• _What you are asked to do_
Find the word "image" in the data, then copy each line where it is found.

• _Data extract_
[Start of section]

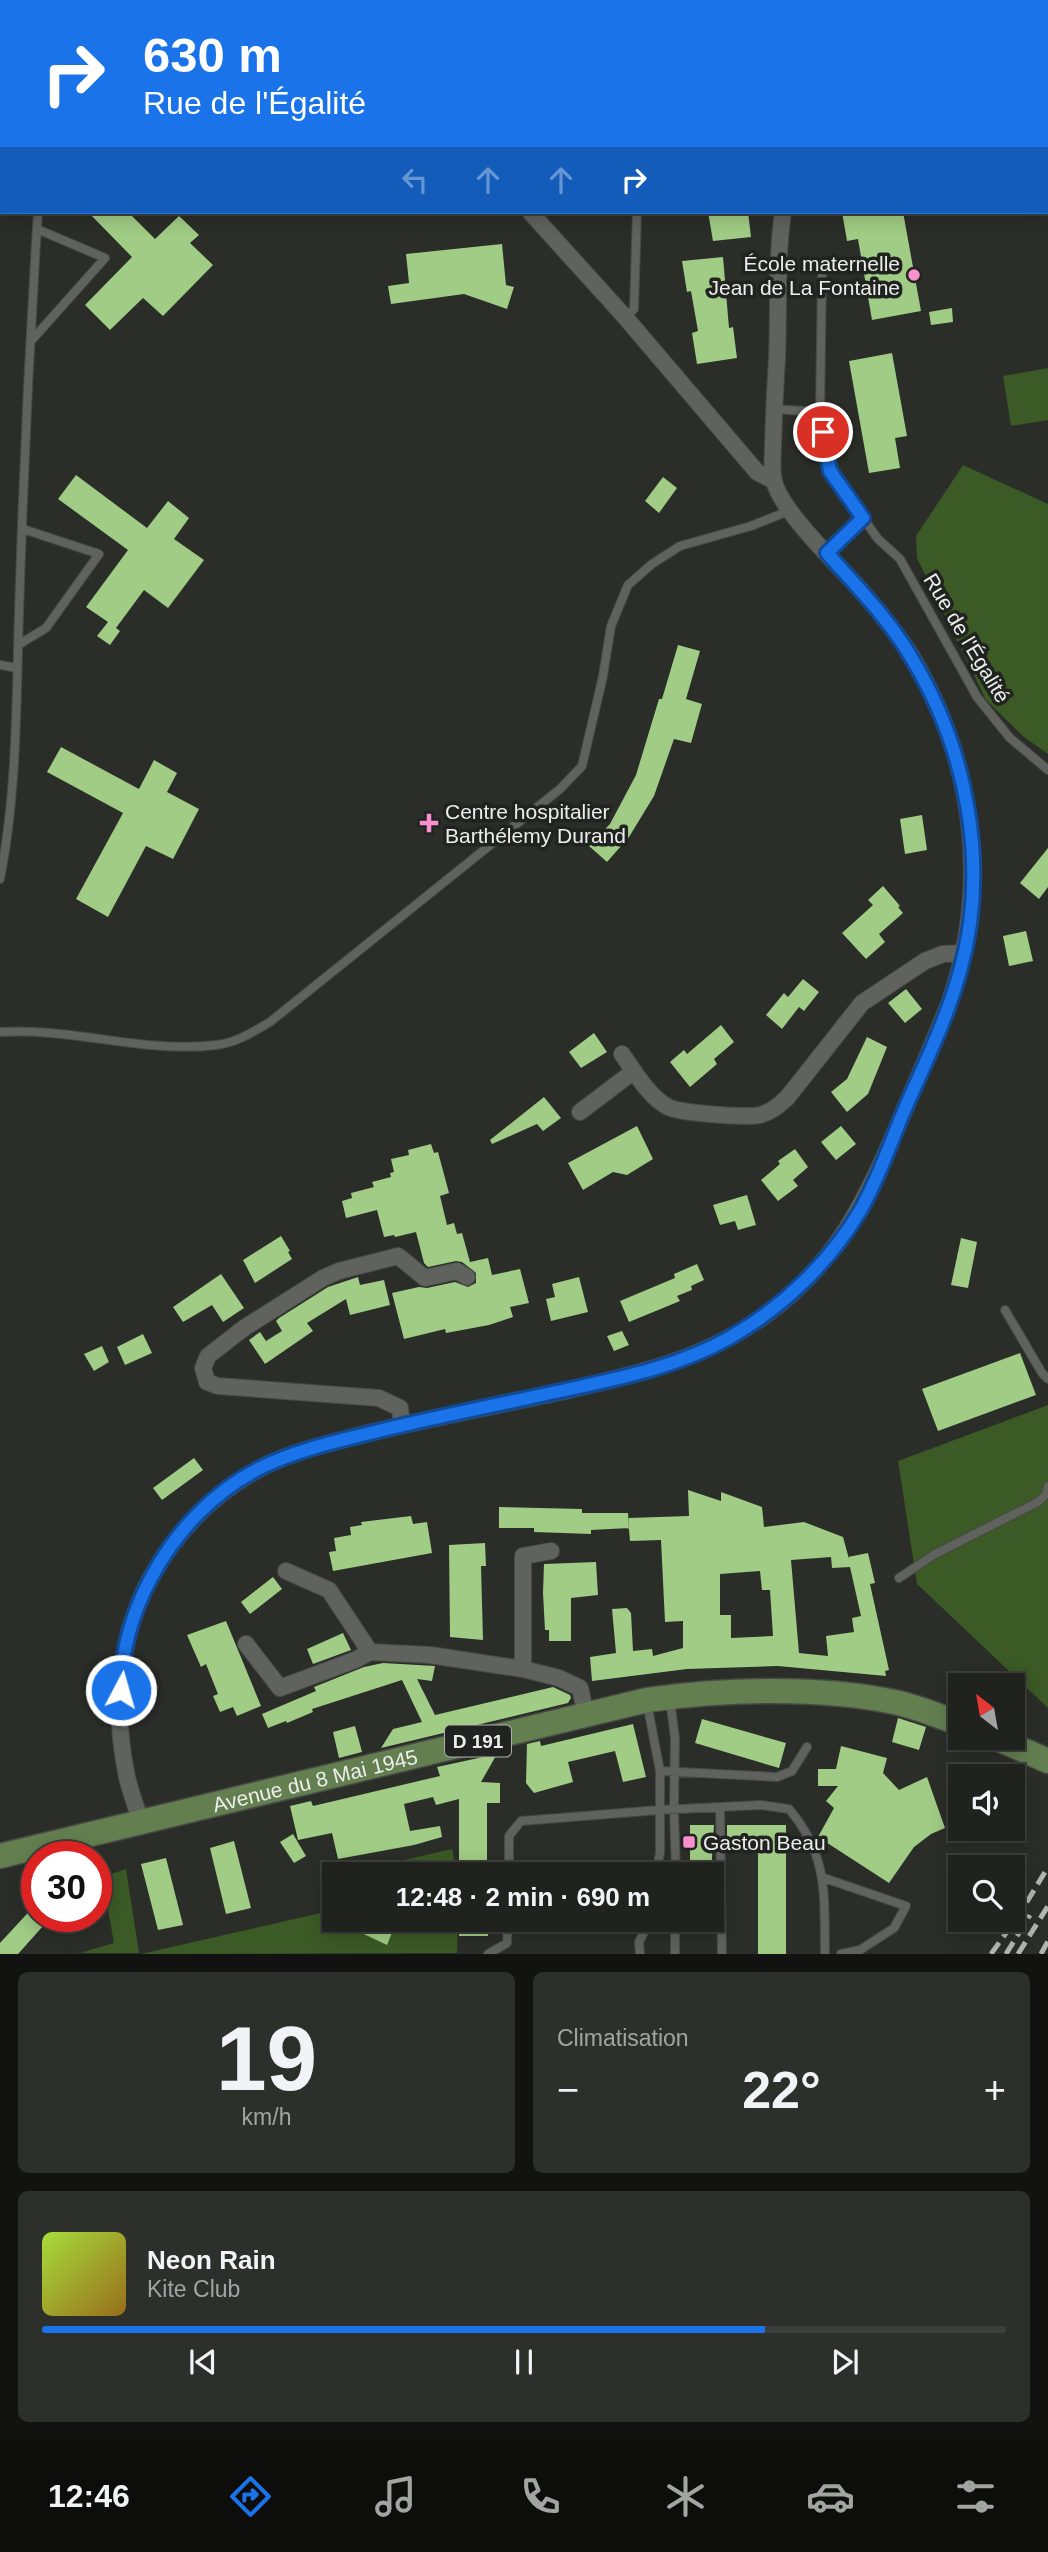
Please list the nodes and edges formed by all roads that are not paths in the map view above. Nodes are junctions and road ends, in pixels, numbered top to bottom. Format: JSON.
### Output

[End of section]
[Start of section]

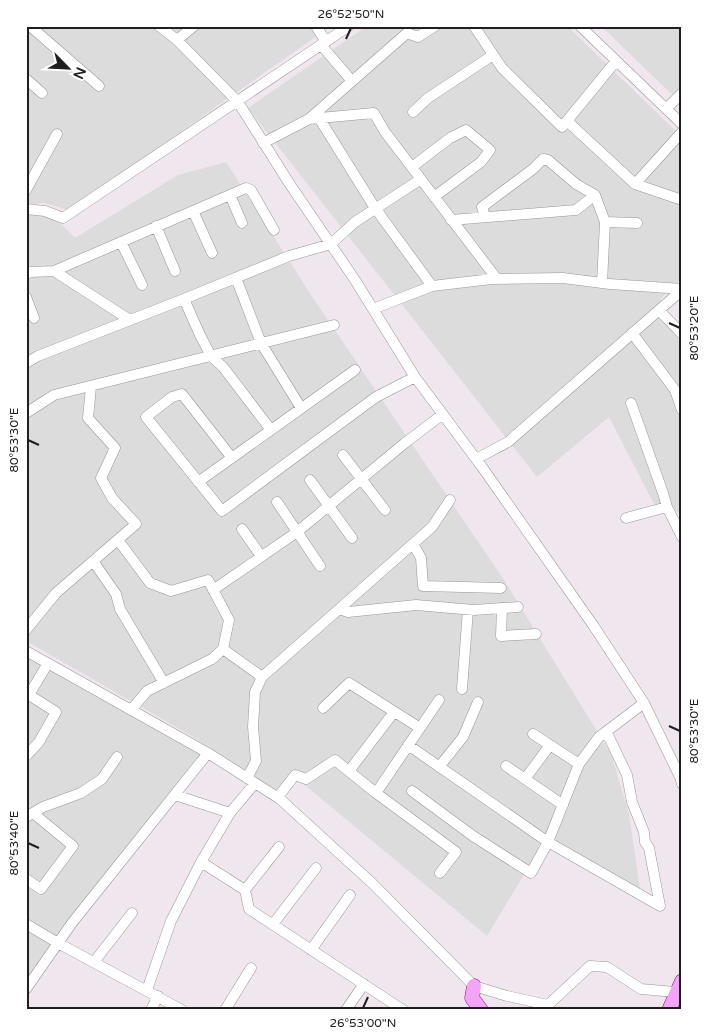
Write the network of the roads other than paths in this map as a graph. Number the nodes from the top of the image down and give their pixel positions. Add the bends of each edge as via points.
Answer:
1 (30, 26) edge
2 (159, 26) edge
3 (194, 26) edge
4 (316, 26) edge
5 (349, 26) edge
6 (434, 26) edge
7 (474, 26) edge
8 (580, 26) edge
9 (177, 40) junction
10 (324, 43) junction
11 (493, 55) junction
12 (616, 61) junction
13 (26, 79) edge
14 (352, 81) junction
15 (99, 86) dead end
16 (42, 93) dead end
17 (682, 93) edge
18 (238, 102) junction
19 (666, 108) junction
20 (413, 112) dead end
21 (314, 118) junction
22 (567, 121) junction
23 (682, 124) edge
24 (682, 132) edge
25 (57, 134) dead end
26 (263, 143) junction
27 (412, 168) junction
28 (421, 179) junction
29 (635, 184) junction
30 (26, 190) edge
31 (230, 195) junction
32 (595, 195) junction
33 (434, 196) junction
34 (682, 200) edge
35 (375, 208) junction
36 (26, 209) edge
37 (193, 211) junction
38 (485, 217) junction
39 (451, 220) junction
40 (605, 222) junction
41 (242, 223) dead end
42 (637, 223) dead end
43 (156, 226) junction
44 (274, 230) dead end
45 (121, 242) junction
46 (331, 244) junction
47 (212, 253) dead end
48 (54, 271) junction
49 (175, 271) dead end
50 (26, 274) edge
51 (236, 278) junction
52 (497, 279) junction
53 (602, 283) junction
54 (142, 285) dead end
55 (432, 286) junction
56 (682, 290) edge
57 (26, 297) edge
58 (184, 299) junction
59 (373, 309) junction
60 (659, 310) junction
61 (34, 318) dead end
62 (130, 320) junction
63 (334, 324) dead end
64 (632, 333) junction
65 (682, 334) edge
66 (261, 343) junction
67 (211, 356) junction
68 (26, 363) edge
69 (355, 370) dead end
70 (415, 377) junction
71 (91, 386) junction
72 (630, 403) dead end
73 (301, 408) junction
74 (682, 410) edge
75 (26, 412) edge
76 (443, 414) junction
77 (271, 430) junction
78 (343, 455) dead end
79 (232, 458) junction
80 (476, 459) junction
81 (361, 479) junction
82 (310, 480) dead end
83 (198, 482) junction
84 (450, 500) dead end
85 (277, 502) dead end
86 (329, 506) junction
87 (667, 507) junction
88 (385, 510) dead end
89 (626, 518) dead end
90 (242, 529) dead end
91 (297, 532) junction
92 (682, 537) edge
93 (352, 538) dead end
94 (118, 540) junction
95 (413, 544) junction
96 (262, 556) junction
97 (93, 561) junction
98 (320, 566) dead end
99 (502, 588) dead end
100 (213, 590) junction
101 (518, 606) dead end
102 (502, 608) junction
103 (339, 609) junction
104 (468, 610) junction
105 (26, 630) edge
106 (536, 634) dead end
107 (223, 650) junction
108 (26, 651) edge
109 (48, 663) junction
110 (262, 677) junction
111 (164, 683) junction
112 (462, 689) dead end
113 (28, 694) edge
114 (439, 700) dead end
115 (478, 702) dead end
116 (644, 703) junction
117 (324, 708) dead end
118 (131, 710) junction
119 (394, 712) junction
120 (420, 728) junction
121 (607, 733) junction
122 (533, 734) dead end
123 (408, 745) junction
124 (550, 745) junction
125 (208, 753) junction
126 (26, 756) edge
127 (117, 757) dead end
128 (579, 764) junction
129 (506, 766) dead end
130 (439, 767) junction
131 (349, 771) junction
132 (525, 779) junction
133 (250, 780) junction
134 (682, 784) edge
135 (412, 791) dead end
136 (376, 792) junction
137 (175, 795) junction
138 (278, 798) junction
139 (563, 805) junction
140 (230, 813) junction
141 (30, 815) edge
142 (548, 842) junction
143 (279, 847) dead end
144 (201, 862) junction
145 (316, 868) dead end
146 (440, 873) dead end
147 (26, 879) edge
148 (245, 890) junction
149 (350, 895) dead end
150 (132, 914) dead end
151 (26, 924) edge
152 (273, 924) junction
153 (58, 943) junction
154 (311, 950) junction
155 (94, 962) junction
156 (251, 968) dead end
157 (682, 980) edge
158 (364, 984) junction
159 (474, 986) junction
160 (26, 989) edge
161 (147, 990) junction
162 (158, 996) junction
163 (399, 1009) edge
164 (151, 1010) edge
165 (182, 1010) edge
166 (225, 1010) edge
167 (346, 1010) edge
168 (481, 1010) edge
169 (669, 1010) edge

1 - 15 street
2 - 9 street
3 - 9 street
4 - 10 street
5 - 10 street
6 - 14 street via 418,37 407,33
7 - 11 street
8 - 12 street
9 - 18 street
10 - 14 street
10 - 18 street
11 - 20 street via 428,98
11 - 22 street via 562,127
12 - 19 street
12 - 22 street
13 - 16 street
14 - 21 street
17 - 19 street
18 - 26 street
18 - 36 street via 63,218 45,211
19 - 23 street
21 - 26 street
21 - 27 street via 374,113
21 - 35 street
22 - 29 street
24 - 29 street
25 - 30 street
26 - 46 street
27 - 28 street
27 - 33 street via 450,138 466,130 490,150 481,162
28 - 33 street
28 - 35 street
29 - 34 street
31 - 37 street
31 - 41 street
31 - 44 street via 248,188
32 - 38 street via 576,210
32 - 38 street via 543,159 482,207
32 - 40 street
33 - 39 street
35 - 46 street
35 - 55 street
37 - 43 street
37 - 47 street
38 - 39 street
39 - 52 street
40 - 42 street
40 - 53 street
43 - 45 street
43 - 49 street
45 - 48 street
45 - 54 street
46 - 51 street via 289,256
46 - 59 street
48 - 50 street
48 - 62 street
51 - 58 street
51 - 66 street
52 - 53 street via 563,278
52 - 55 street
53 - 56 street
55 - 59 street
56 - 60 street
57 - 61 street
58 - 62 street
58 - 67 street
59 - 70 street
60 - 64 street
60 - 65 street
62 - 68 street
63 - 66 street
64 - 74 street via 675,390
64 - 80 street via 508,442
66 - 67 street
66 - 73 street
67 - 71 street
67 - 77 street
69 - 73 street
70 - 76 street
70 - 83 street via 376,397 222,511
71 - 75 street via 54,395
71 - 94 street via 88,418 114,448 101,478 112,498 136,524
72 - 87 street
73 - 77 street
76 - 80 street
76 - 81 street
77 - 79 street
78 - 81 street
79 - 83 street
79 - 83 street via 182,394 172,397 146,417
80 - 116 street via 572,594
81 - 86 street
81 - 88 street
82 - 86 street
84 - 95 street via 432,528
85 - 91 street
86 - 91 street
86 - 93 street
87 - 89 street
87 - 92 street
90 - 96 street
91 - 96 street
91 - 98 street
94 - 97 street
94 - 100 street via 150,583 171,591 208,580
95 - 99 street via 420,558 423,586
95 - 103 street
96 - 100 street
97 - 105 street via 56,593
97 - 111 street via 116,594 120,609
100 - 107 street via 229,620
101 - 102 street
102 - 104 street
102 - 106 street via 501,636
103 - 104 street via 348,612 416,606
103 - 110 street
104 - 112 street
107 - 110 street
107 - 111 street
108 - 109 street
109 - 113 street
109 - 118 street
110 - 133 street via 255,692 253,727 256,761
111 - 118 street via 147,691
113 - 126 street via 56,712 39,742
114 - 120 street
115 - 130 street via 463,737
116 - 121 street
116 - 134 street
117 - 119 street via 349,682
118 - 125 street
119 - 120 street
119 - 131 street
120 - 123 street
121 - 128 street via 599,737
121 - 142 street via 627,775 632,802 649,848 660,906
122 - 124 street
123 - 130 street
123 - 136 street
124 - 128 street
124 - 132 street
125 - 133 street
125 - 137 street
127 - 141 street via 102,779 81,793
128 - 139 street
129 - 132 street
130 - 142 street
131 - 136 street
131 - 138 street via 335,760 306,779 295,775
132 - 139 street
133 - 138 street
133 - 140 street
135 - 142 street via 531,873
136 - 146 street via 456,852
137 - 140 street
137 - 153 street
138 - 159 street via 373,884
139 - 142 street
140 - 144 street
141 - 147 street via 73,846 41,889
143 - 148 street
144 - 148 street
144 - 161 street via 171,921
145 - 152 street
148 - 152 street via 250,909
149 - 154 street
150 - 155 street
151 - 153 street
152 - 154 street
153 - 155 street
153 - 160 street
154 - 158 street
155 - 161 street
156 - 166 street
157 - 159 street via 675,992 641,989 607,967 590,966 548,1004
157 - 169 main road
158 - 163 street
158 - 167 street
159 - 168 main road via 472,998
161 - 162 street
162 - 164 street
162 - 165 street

[End of section]
[Start of section]

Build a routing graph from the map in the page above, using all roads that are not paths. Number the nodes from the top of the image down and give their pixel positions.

[End of section]

• _Response area_
Write the network of the roads other than paths in this map as a graph. Number the nodes from the top of the image down and give their pixel positions. Add the bends of each edge as via points.
Build a routing graph from the map in the page above, using all roads that are not paths. Number the nodes from the top of the image down and give their pixel positions.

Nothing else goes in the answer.